### ACTIVITY
Among the records below, find the lines with the word "Roth" and copy them.

### Items from a dataset
┌────────

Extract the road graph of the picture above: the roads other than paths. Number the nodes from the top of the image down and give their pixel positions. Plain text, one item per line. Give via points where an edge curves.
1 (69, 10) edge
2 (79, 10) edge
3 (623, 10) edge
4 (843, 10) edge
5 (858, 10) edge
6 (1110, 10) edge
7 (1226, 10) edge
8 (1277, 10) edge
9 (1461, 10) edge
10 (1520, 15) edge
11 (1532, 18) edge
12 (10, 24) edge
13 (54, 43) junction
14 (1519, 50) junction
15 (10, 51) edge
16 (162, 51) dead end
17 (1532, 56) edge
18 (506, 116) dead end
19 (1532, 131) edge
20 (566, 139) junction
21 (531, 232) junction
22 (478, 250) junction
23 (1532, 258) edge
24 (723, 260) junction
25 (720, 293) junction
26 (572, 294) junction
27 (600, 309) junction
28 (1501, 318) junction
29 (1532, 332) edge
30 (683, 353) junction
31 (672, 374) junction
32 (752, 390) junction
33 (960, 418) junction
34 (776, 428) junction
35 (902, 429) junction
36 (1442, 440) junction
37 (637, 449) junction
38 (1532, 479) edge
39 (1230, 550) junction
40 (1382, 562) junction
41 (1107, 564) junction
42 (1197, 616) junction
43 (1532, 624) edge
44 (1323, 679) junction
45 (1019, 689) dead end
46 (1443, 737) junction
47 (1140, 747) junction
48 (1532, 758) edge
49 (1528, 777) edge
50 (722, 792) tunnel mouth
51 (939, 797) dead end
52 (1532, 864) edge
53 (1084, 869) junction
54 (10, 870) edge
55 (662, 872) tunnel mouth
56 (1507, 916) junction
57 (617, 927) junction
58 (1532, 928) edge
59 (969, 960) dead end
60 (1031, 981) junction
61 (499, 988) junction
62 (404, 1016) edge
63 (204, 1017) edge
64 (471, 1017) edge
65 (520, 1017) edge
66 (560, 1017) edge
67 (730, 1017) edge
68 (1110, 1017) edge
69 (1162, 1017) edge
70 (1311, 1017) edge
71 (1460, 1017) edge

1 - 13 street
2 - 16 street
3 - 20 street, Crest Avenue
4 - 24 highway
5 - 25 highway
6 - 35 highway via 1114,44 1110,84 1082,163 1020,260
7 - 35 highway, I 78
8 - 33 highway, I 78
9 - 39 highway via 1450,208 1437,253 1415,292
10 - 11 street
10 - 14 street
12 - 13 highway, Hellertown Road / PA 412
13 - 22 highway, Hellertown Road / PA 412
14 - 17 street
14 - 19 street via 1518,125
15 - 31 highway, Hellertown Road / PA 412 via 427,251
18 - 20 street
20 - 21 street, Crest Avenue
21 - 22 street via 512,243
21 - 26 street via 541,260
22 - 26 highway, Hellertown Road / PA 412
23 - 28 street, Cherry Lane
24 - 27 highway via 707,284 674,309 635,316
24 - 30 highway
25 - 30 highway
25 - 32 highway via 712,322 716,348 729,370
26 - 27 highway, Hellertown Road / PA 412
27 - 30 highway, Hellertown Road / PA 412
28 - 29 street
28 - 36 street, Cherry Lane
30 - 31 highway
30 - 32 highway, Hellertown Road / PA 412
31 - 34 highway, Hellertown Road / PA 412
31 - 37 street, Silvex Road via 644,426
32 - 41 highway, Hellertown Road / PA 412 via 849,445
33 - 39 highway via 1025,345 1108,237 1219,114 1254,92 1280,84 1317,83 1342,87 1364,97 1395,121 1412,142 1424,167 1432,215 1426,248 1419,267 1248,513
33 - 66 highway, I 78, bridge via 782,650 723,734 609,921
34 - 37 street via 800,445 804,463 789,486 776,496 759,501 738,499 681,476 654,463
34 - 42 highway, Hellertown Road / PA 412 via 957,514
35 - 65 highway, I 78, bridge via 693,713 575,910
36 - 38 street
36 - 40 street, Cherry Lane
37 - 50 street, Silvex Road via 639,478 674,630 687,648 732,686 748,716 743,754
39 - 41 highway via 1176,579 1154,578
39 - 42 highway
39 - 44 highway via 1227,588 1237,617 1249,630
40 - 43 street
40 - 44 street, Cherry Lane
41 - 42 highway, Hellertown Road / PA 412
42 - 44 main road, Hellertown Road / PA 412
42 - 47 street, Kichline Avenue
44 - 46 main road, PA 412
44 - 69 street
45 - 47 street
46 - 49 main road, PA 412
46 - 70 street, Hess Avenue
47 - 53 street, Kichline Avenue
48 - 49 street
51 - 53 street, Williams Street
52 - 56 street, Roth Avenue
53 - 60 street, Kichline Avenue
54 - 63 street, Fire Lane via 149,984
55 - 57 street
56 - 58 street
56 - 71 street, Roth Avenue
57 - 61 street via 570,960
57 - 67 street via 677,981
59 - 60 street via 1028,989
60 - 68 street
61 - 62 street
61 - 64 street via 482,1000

└────────

### SOLUTION BELOW
52 - 56 street, Roth Avenue
56 - 71 street, Roth Avenue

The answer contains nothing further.